-- Available data follows --

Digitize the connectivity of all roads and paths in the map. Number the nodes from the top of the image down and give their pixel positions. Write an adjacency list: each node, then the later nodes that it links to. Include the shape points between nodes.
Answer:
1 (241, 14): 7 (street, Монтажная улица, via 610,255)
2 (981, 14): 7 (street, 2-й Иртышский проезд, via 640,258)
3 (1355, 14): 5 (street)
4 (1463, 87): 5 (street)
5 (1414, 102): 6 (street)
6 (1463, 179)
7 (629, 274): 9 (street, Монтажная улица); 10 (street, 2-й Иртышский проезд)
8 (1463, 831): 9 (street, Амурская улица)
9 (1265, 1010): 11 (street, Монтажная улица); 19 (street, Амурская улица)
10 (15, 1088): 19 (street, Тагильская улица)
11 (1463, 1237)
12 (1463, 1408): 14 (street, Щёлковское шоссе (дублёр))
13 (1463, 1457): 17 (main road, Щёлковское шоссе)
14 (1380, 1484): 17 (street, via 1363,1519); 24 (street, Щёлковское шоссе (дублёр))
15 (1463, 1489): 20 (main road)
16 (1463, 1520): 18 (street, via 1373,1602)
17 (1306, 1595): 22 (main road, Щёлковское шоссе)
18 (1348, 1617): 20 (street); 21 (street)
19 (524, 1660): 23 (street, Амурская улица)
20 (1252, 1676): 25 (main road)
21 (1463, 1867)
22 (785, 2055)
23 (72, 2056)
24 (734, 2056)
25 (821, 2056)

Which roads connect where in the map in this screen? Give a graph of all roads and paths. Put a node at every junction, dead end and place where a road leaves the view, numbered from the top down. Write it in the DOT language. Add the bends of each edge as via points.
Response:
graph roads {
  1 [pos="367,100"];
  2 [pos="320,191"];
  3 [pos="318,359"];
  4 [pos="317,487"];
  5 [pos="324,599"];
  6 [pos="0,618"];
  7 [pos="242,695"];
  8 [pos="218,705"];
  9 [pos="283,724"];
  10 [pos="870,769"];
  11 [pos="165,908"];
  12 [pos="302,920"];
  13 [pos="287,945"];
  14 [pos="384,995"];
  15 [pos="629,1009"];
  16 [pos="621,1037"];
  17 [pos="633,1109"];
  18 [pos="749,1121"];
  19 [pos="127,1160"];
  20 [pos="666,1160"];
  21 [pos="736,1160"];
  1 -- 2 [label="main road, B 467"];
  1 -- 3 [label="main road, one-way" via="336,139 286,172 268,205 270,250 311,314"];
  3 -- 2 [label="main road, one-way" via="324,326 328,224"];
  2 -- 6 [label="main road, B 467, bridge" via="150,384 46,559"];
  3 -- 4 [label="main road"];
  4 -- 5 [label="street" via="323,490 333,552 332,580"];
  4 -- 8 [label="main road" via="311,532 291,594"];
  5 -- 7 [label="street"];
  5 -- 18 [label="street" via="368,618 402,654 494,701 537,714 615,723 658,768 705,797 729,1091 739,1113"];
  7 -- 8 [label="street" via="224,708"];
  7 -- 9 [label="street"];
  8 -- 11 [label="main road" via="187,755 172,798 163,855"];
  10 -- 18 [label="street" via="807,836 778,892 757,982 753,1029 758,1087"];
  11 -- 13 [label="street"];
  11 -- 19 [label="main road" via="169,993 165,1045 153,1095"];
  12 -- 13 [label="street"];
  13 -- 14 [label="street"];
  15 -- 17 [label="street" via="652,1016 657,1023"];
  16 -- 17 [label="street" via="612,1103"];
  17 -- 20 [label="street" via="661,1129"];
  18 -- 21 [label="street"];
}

-- Available data concluded --

Scan the listing for the string "down", then copy every line where it appears.

Digitize the connectivity of all roads and paths in the map. Number the nodes from the top of the image down and give their pixel positions. Write an adjacency list: each node, then the later nodes that it links to. Include the shape points between nodes.
Which roads connect where in the map in this screen? Give a graph of all roads and paths. Put a node at every junction, dead end and place where a road leaves the view, numbered from the top down. Write it in the DOT language. Add the bends of each edge as via points.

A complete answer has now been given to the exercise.